Then leave it on, no problem. You can. The fact I myself have it turned off shouldn't be a problem for you at all.

Originally Posted by Mrs Beanbag View Post
Maybe there is a case for games to be able to gain complete control over the screen and the audio hardware. But we could discuss that. I see no reason to go over the operating system's head to do file operations or reserve memory.
Let's say you're writing some low-level data recovery software, and the operating system doesn't provide any relevant API for that purpose. You're then quite happy that you can circumvent this by short-circuiting the OS.

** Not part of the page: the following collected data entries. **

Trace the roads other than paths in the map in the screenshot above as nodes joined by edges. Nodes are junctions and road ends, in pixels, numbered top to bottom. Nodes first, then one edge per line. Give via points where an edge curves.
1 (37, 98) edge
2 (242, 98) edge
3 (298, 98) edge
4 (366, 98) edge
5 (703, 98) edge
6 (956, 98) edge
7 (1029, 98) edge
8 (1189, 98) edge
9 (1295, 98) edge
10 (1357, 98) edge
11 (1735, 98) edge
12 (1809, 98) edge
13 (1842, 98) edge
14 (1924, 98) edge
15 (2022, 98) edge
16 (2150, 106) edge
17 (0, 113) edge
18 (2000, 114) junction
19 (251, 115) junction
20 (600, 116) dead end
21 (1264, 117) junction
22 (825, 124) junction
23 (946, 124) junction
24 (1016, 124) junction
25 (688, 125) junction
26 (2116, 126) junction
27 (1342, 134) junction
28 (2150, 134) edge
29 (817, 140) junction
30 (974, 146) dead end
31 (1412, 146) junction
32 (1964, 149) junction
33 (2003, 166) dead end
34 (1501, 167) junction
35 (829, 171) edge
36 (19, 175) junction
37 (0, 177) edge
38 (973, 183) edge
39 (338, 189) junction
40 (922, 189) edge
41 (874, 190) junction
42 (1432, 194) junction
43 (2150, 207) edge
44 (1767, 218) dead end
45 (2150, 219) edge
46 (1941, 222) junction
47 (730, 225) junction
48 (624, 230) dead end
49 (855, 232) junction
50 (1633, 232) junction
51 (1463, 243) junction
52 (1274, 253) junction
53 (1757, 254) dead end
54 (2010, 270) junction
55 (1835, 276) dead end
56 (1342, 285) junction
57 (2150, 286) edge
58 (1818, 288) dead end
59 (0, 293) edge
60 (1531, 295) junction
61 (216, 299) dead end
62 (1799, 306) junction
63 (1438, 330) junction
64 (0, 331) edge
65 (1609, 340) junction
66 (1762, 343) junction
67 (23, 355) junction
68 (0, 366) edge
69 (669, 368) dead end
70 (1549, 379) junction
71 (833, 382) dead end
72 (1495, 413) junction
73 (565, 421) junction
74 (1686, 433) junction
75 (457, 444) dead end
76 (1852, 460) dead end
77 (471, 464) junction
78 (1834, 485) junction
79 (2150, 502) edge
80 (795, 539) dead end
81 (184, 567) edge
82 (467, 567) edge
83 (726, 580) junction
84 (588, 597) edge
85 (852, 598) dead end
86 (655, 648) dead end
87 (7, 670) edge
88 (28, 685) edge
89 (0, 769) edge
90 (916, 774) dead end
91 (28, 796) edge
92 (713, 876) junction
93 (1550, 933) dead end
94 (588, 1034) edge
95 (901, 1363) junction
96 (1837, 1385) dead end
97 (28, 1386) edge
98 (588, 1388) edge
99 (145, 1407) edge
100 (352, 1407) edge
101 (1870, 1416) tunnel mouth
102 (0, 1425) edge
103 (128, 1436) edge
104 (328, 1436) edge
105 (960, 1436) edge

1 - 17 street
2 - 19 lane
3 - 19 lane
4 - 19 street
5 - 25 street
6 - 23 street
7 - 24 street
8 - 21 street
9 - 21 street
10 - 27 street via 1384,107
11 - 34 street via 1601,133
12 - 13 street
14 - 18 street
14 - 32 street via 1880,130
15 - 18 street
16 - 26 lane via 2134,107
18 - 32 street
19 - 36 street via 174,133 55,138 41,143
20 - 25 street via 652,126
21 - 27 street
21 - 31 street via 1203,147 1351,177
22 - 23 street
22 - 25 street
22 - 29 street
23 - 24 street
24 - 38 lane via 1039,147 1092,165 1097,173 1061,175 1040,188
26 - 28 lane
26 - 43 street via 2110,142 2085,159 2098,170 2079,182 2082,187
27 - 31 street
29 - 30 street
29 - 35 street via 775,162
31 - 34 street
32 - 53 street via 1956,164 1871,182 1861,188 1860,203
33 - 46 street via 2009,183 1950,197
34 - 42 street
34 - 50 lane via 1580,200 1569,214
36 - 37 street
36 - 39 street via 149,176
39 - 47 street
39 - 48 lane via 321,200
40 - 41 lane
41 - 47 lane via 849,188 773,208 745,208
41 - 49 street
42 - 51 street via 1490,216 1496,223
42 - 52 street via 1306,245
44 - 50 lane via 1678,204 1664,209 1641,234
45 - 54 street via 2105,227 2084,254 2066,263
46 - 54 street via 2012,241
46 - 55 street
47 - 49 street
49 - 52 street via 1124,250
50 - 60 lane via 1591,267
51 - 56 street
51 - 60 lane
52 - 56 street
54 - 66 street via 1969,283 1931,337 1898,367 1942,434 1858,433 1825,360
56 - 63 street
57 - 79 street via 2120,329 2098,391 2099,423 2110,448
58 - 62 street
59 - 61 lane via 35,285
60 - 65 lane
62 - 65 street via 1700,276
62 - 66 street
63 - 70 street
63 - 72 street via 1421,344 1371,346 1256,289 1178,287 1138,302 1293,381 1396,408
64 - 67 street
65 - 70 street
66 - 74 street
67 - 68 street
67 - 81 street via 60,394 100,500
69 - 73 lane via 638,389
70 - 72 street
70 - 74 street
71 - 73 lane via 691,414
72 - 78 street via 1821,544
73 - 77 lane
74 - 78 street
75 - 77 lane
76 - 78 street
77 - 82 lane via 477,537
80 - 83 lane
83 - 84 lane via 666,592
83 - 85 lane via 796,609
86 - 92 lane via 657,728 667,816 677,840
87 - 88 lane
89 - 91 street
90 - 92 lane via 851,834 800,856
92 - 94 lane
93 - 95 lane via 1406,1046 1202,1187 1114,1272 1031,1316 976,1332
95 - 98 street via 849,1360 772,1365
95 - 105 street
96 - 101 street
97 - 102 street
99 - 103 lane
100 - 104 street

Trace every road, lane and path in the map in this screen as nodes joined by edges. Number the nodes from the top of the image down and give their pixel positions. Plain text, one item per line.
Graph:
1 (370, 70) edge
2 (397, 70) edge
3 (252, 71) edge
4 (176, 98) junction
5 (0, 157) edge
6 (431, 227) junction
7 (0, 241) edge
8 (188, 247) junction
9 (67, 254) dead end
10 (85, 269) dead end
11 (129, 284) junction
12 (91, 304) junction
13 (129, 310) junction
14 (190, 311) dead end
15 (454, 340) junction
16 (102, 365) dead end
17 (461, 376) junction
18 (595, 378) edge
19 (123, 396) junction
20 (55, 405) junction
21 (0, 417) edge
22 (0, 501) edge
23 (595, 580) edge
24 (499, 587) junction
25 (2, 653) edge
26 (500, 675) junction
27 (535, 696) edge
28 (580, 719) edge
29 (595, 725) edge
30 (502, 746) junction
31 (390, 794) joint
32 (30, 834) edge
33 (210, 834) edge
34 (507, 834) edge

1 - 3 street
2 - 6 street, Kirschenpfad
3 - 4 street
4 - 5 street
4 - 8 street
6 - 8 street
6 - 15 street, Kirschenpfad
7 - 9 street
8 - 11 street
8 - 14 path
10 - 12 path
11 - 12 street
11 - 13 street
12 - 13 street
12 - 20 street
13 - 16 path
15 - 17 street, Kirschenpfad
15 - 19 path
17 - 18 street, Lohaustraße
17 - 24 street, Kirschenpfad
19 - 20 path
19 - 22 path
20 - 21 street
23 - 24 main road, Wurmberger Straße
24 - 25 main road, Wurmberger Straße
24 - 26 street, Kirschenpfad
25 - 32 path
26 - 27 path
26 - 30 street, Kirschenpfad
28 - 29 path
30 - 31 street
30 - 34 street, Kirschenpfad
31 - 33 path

In addition, the fact AmigaOS is so open for hacking, is one big reason why it has survived for so long. For any other system, when support is over, then you're dead.

Originally Posted by Mrs Beanbag View Post
Let's imagine a scenario.

Supposing someone were to download a popular multi-player game. They want to play the game because it is a really good game, and all their friends are playing it online. Of course, it has network access. But it turns out the game has a bug which is exploitable in some way that nobody imagined at the time of writing, but it allows someone to hack their own copy of the game in order to send malicious code to other players. You did not write this game, in asm or otherwise.

There is no memory protection. What can this malicious code do, and what can't it do, and why?
This malicious code can do anything... just like if there were memory protection. At least in an unprotected system i can run my low-level debugger and have a check on the malicious code, try altering the exe in memory to perform tests, and so on. There is no program in which i cannot enter.